How Much Does an Estate Have to Be Worth to Go to Probate in FL?

how much does an estate have to be worth to go to probate

Losing someone close to you is always difficult. On top of the immense grief, you also have to deal with tying up legal and financial loose ends of their estate.

Settling debts, distributing assets, and more: can make an emotionally trying time even harder. Unfortunately, Florida’s estate laws don’t offer much mercy. But the probate process isn’t inevitable for every situation. Estate size plays a major role in determining which kind of court administration is required after someone passes away.

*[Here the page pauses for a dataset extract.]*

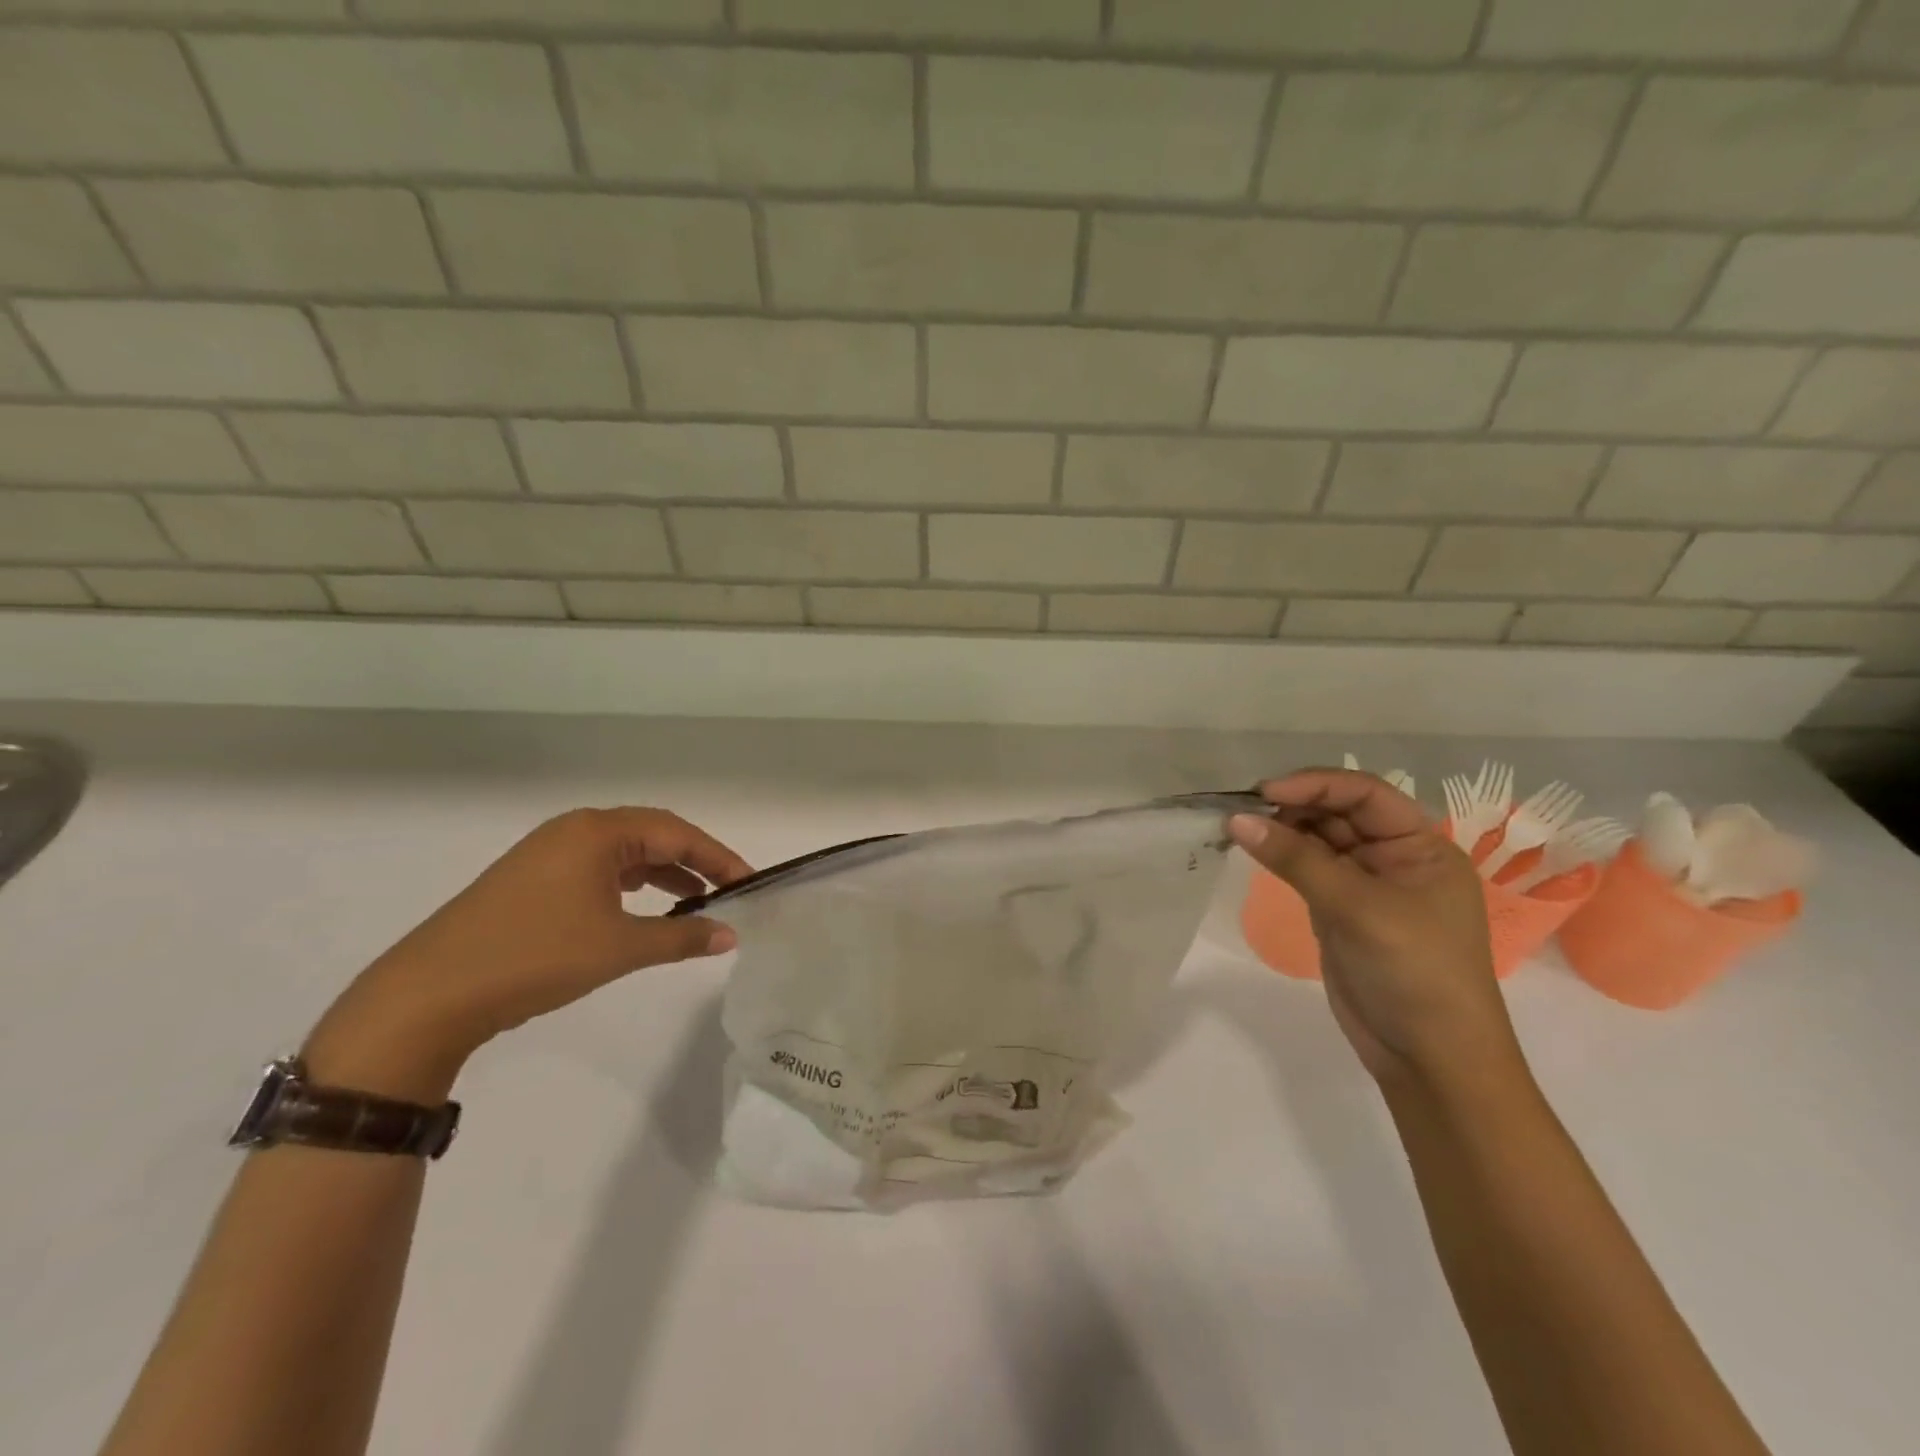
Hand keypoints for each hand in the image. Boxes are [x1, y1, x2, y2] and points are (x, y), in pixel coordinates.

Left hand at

In FL, estates worth $75,000 or more, where the decedent died within the last two years, must go through formal probate proceedings, but there’s a lot that goes into this calculation. At Vollrath Law, we’ve guided countless grieving clients through this territory, equipping them to make informed choices amid grief.

In this guide, our probate lawyers will discuss the different types of probate in Florida, what goes into calculating the value of an estate, and strategies to avoid the process altogether.

There are Three Types of Probate in Florida

Before money and property get distributed to the heirs, certain legal formalities have to happen first. This “probate” process involves figuring out the total value of the estate, notifying beneficiaries, paying any outstanding debts, and more.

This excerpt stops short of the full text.